Cyclic Prefix and Its Significance in LTE


What is  cyclic prefix or why do we need the CP in LTE or for that matter in any wireless/OFDM system? The answer lies in the name itself. Cyclic indicates that, the CP maintains the cyclic nature of something and prefix says it is added at the beginning.
Basically, the CP is nothing but a portion of the signal itself, which is copied and added to the beginning of the signal. The below diagram should explain more about the same,



Cyclic Prefix for LTE
Why CP is added?
Now to understand why CP is added, you should know the basics of FFT/IFFT or the significance of doing a FFT/IFFT over any signal. In LTE, for downlink, an IFFT is performed to realize the OFDM concept. Now, first place what does FFT does?What does IFFT does to a signal? If you take a FFT of a signal, you are basically taking the signal from time domain to frequency domain and for IFFT, it is the vice versa, i.e from frequency domain to time domain.
Lets see what happens when we take a FFT of a simple sine wave, below illustration depicts the same,

FFT/IFFT Illustration
In the above figures, first let us consider,
Figure-B : In this figure you can see a time domain signal, which is a sine wave of frequency 1Hz and a FFT is performed over this sine wave and the result is on the right. You can see 2 spikes on either sides of the axis, lets neglect the spike on the negative side of the quadrant, so on the positive side, the spike is seen at 1Hz co-ordinate on the frequency axis. What does this indicate? Simple, the FFT of a time domain signal gives you the different frequencies within that signal, so we have a single spike which indicates the time domain signal is a sine wave of frequency 1Hz.
Now how can we relate this to CP? In case of LTE, the encoding is performed in frequency domain and then we perform an IFFT, which is exactly the reverse of the process, we are doing in above figure.
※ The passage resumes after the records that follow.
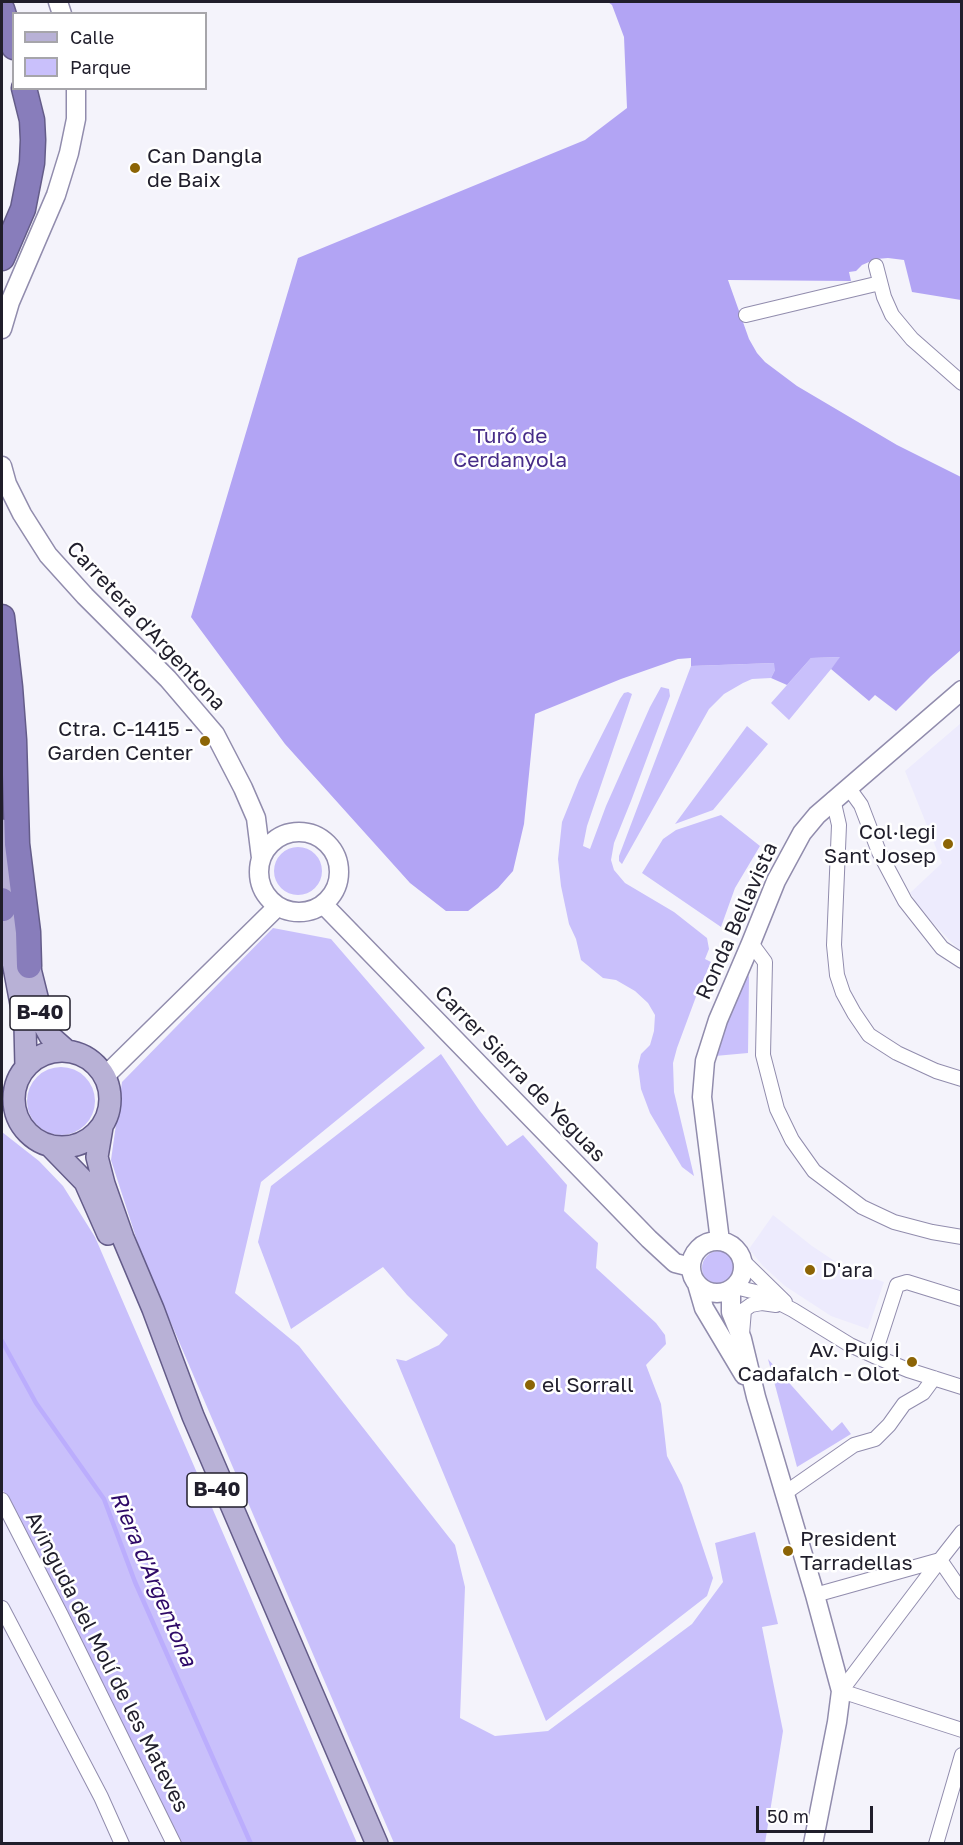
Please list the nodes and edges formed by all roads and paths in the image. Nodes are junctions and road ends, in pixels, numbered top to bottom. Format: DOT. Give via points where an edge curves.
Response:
graph roads {
  1 [pos="2,9"];
  2 [pos="12,41"];
  3 [pos="76,90"];
  4 [pos="24,91"];
  5 [pos="2,235"];
  6 [pos="2,258"];
  7 [pos="876,266"];
  8 [pos="880,283"];
  9 [pos="746,315"];
  10 [pos="2,328"];
  11 [pos="962,383"];
  12 [pos="2,466"];
  13 [pos="2,617"];
  14 [pos="962,690"];
  15 [pos="848,787"];
  16 [pos="833,799"];
  17 [pos="256,818"];
  18 [pos="2,830"];
  19 [pos="286,834"];
  20 [pos="261,858"];
  21 [pos="2,869"];
  22 [pos="2,904"];
  23 [pos="322,904"];
  24 [pos="278,906"];
  25 [pos="751,943"];
  26 [pos="962,961"];
  27 [pos="29,966"];
  28 [pos="67,1051"];
  29 [pos="26,1067"];
  30 [pos="104,1077"];
  31 [pos="962,1080"];
  32 [pos="102,1127"];
  33 [pos="50,1146"];
  34 [pos="962,1237"];
  35 [pos="720,1240"];
  36 [pos="743,1261"];
  37 [pos="691,1267"];
  38 [pos="697,1284"];
  39 [pos="733,1288"];
  40 [pos="962,1299"];
  41 [pos="793,1310"];
  42 [pos="741,1339"];
  43 [pos="874,1356"];
  44 [pos="934,1378"];
  45 [pos="962,1387"];
  46 [pos="756,1397"];
  47 [pos="785,1493"];
  48 [pos="2,1500"];
  49 [pos="962,1532"];
  50 [pos="940,1560"];
  51 [pos="962,1592"];
  52 [pos="815,1595"];
  53 [pos="2,1608"];
  54 [pos="841,1691"];
  55 [pos="962,1730"];
  56 [pos="962,1755"];
  57 [pos="122,1844"];
  58 [pos="174,1844"];
  59 [pos="369,1844"];
  60 [pos="377,1844"];
  61 [pos="813,1844"];
  62 [pos="936,1844"];
  1 -- 2 [label="highway"];
  3 -- 10 [label="street" via="76,119 56,195"];
  4 -- 5 [label="highway" via="27,147 20,184"];
  4 -- 6 [label="highway" via="32,120 32,164 23,209"];
  7 -- 8 [label="street"];
  8 -- 9 [label="street"];
  8 -- 11 [label="street" via="892,315 912,339"];
  12 -- 17 [label="street, Carretera d'Argentona" via="22,514 48,555 215,734"];
  13 -- 27 [label="highway"];
  14 -- 15 [label="street, Ronda Bellavista"];
  15 -- 16 [label="street, Ronda Bellavista"];
  15 -- 26 [label="street" via="861,805 879,852 905,901 942,948"];
  16 -- 25 [label="street, Ronda Bellavista" via="802,833 786,859"];
  16 -- 31 [label="street" via="839,825 834,945 843,993 869,1035 897,1053"];
  17 -- 19 [label="street"];
  17 -- 20 [label="street, Carretera d'Argentona"];
  18 -- 27 [label="main road"];
  19 -- 20 [label="street" via="267,847"];
  19 -- 23 [label="street" via="308,833 333,851 338,881"];
  20 -- 24 [label="street" via="258,874 263,890"];
  21 -- 22 [label="main road"];
  22 -- 29 [label="main road, B-40" via="24,1016"];
  23 -- 24 [label="street" via="305,911"];
  23 -- 37 [label="street, Carrer Sierra de Yeguas" via="661,1252 675,1263"];
  24 -- 30 [label="street"];
  25 -- 34 [label="street" via="765,962 764,1055 777,1109 797,1148 814,1171 862,1207 894,1222"];
  25 -- 35 [label="street, Ronda Bellavista" via="706,1053 702,1081"];
  27 -- 28 [label="main road, B-40" via="44,1025"];
  28 -- 29 [label="main road, B-40" via="52,1052"];
  28 -- 30 [label="main road, B-40" via="88,1061"];
  29 -- 33 [label="main road, B-40" via="14,1092 18,1120 26,1132"];
  30 -- 32 [label="main road, B-40" via="109,1096"];
  32 -- 33 [label="main road" via="79,1144"];
  32 -- 60 [label="main road, B-40" via="97,1157 123,1238 198,1426"];
  33 -- 59 [label="main road, B-40" via="89,1189"];
  35 -- 36 [label="street" via="734,1246"];
  35 -- 37 [label="street" via="702,1245 694,1254"];
  36 -- 39 [label="street" via="743,1275"];
  36 -- 41 [label="street"];
  37 -- 38 [label="street"];
  38 -- 39 [label="street" via="717,1294"];
  38 -- 46 [label="street" via="704,1308"];
  39 -- 41 [label="street" via="760,1293"];
  39 -- 42 [label="street" via="731,1312"];
  40 -- 43 [label="street" via="907,1282 897,1285"];
  41 -- 42 [label="street" via="770,1303 751,1305 744,1310"];
  41 -- 43 [label="street"];
  42 -- 46 [label="street"];
  43 -- 44 [label="street"];
  44 -- 45 [label="street"];
  44 -- 47 [label="street" via="923,1393 904,1404 875,1439 854,1445"];
  46 -- 47 [label="street"];
  47 -- 52 [label="street"];
  48 -- 58 [label="street, Avinguda del Molí de les Mateves"];
  49 -- 50 [label="street"];
  50 -- 51 [label="street"];
  50 -- 52 [label="street"];
  50 -- 54 [label="street"];
  52 -- 54 [label="street"];
  53 -- 57 [label="street"];
  54 -- 55 [label="street"];
  54 -- 61 [label="street"];
  56 -- 62 [label="street"];
}
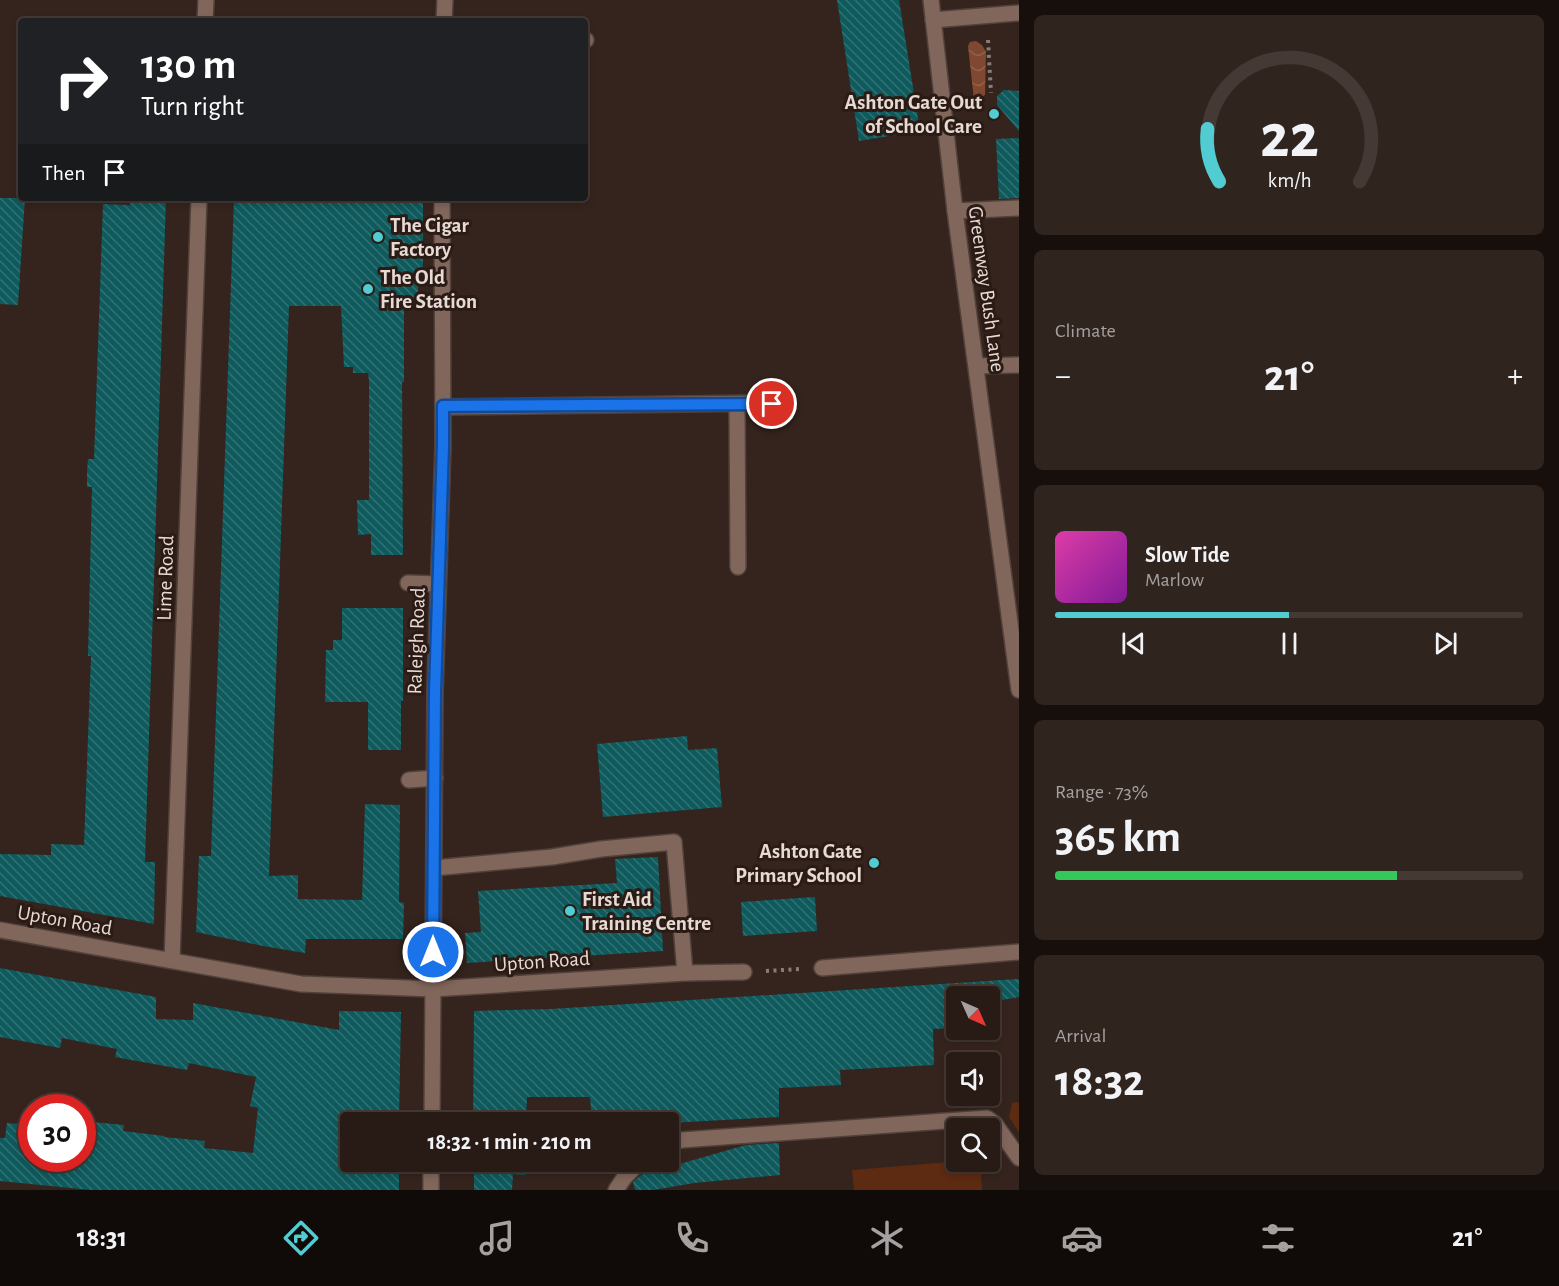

We perform a 1024 point IFFT, which means, instead of single spike, we will have 1024 different spikes and we perform a IFFT over these tones and we get a time domain signal, to which we the CP and transmit over the air.
Now at the receiver side, he does an FFT to get back these 1024 tones back and start decoding. Since, we know that a wireless channel is more prone to different types of disturbances, such as multipath, AWGN, Doppler etc, the signal is more prone to corruption or a delay. So what happens when this delayed signal is received at the receiver? Will he be able to successfully perform a FFT to get back the 1024 tones? Lets see the effect in the Figure-A
Figure-A: Lets assume this is a receiver, where he has received a delayed version of the time domain signal. He was supposed to get start receiving the signal at time=A, but he got a signal starting from time=B. So now, if there was no CP added then he could have possibly lost the portion of signal between A & B, but because the transmitter added the CP, whose length is more than B-A, the lost signal can be found at the end of the signal (Indicated in red color, marked as CP). Because of the CP, the continuity of the sine wave is still maintained and when the receiver does an FFT of the same, he will still get a spike at 1Hz because of the continuity of the signal.
So, thats all about the CP. CP not only helps in the continuity, but also in avoiding the inter symbol interference. Which means, even when multiple reflected copies of signals get added at the receiver, he should still be able to distinguish between symbols and CP makes sure this is maintained.
CP Length
What should be the ideal CP length? Simple, the CP length should be the maximum possible delay, introduced due to the farthest supported radius in LTE. That means, if a eNodeB supports coverage of 10Kms, then the CP length should be more than the maximum time the signal can take to reach from a UE , which is 10Km away from the eNodeB. That, is why we have two different types of CP, normal and extended CP. So if a eNodeB needs to support a very large coverage area, then he should support extended CP to accomodate for the different multipath delays.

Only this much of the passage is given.